→ AIM OF THE TASK:
Copy the entries below word for word, minus the pictures.

##########

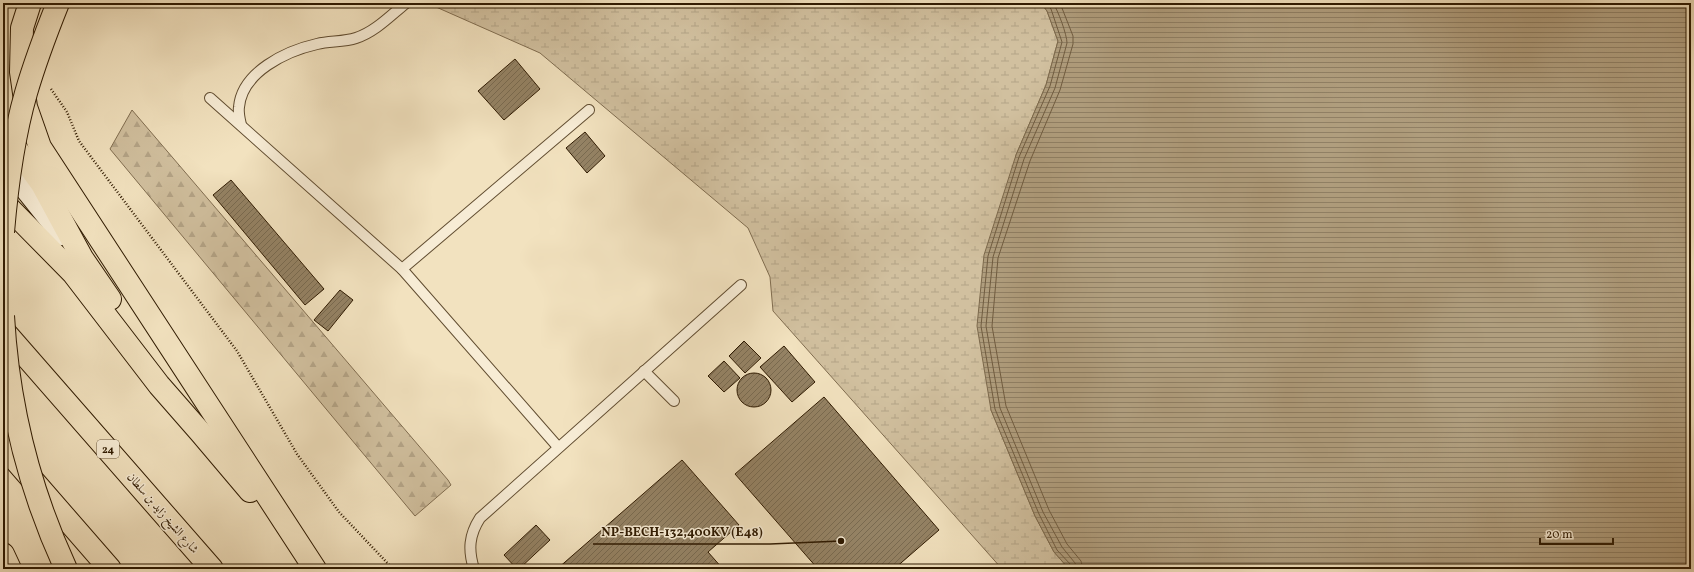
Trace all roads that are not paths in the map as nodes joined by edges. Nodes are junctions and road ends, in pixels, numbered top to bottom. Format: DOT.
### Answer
graph roads {
  1 [pos="30,3"];
  2 [pos="58,3"];
  3 [pos="406,3"];
  4 [pos="210,98"];
  5 [pos="589,110"];
  6 [pos="241,125"];
  7 [pos="3,135"];
  8 [pos="3,160"];
  9 [pos="3,202"];
  10 [pos="3,232"];
  11 [pos="82,258"];
  12 [pos="402,269"];
  13 [pos="741,285"];
  14 [pos="3,316"];
  15 [pos="3,330"];
  16 [pos="644,371"];
  17 [pos="674,401"];
  18 [pos="201,433"];
  19 [pos="3,446"];
  20 [pos="558,447"];
  21 [pos="3,554"];
  22 [pos="10,569"];
  23 [pos="66,569"];
  24 [pos="110,569"];
  25 [pos="212,569"];
  26 [pos="314,569"];
  27 [pos="474,569"];
  1 -- 26 [label="main road"];
  2 -- 10 [label="main road, bridge"];
  3 -- 6 [label="lane"];
  4 -- 6 [label="lane"];
  5 -- 12 [label="lane"];
  6 -- 12 [label="lane"];
  7 -- 11 [label="main road"];
  8 -- 11 [label="main road"];
  9 -- 18 [label="main road"];
  11 -- 18 [label="main road"];
  12 -- 20 [label="lane"];
  13 -- 16 [label="lane"];
  14 -- 23 [label="main road, bridge"];
  15 -- 25 [label="main road, شارع الشيخ زايد بن سلطان / 24"];
  16 -- 17 [label="lane"];
  16 -- 20 [label="lane"];
  18 -- 26 [label="main road"];
  19 -- 24 [label="main road"];
  20 -- 27 [label="lane"];
  21 -- 22 [label="main road"];
}
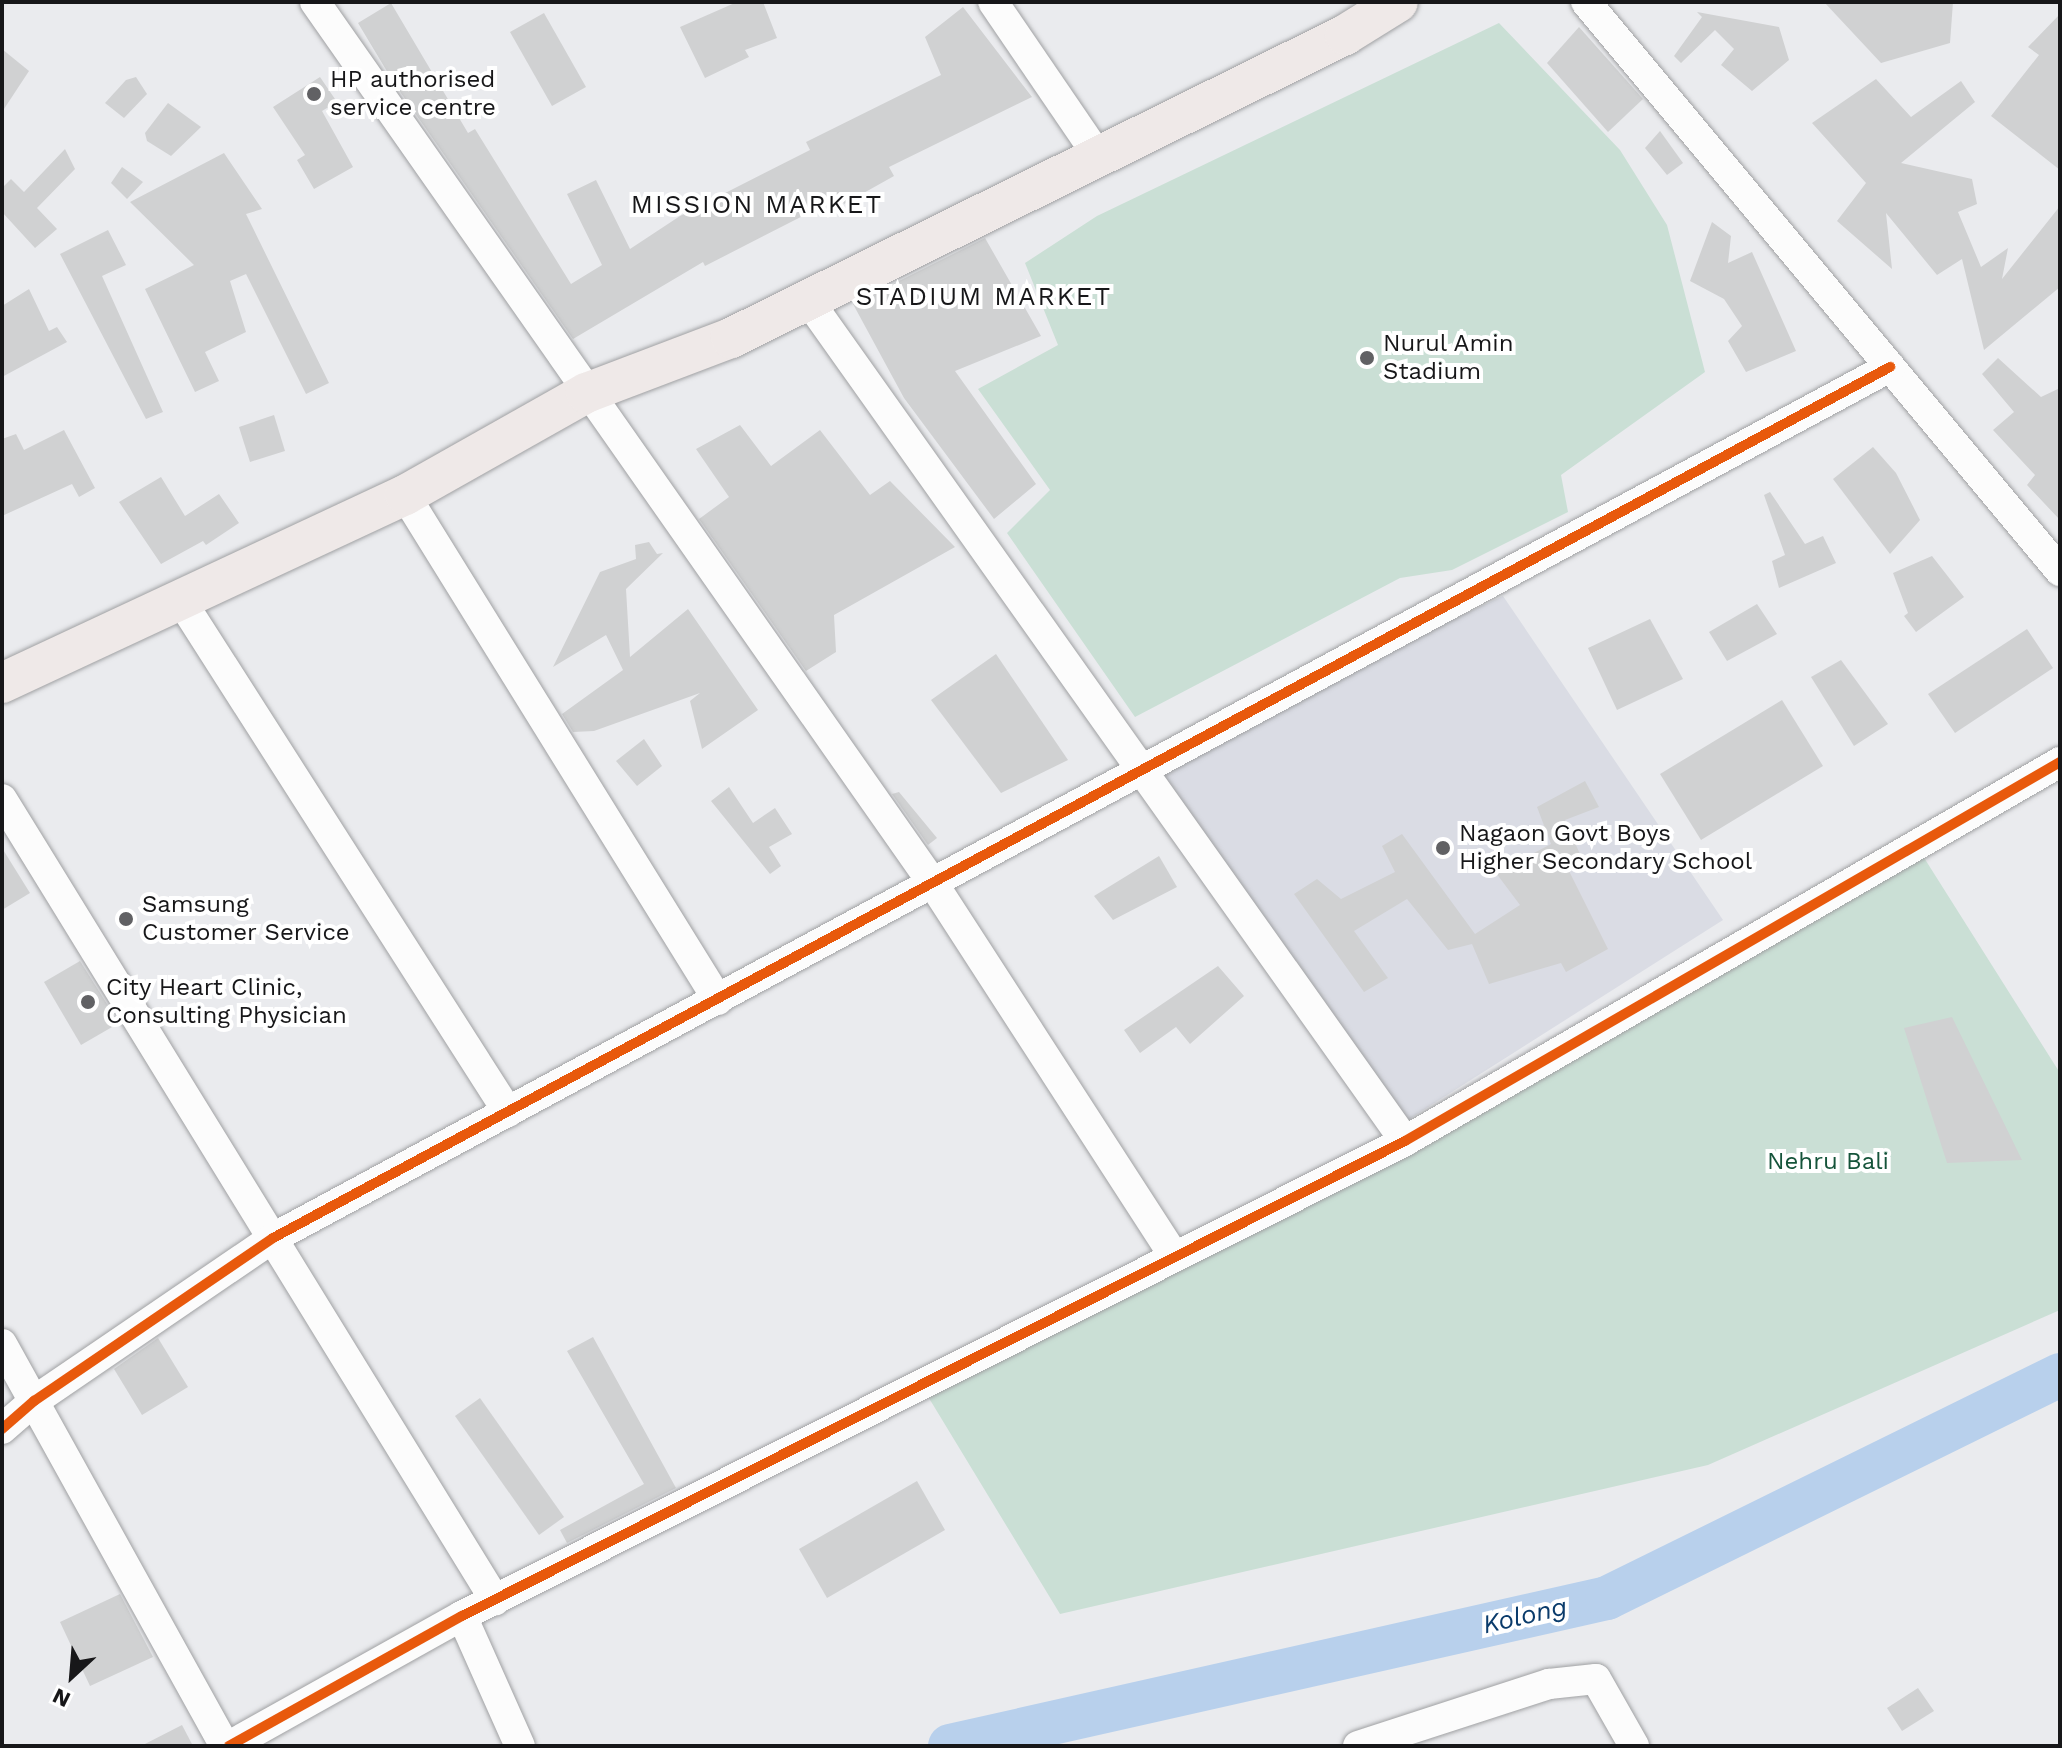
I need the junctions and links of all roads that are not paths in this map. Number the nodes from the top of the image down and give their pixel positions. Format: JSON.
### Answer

##########

→ EXPECTED ANSWER:
Trace all roads that are not paths in the map as nodes joined by edges. Nodes are junctions and road ends, in pixels, numbered top to bottom. Format: DOT.
### Answer
graph roads {
  1 [pos="30,3"];
  2 [pos="58,3"];
  3 [pos="406,3"];
  4 [pos="210,98"];
  5 [pos="589,110"];
  6 [pos="241,125"];
  7 [pos="3,135"];
  8 [pos="3,160"];
  9 [pos="3,202"];
  10 [pos="3,232"];
  11 [pos="82,258"];
  12 [pos="402,269"];
  13 [pos="741,285"];
  14 [pos="3,316"];
  15 [pos="3,330"];
  16 [pos="644,371"];
  17 [pos="674,401"];
  18 [pos="201,433"];
  19 [pos="3,446"];
  20 [pos="558,447"];
  21 [pos="3,554"];
  22 [pos="10,569"];
  23 [pos="66,569"];
  24 [pos="110,569"];
  25 [pos="212,569"];
  26 [pos="314,569"];
  27 [pos="474,569"];
  1 -- 26 [label="main road"];
  2 -- 10 [label="main road, bridge"];
  3 -- 6 [label="lane"];
  4 -- 6 [label="lane"];
  5 -- 12 [label="lane"];
  6 -- 12 [label="lane"];
  7 -- 11 [label="main road"];
  8 -- 11 [label="main road"];
  9 -- 18 [label="main road"];
  11 -- 18 [label="main road"];
  12 -- 20 [label="lane"];
  13 -- 16 [label="lane"];
  14 -- 23 [label="main road, bridge"];
  15 -- 25 [label="main road, شارع الشيخ زايد بن سلطان / 24"];
  16 -- 17 [label="lane"];
  16 -- 20 [label="lane"];
  18 -- 26 [label="main road"];
  19 -- 24 [label="main road"];
  20 -- 27 [label="lane"];
  21 -- 22 [label="main road"];
}
I need the junctions and links of all roads that are not paths in this map. Number the nodes from the top of the image down and give their pixel positions. Format: JSON.
### Answer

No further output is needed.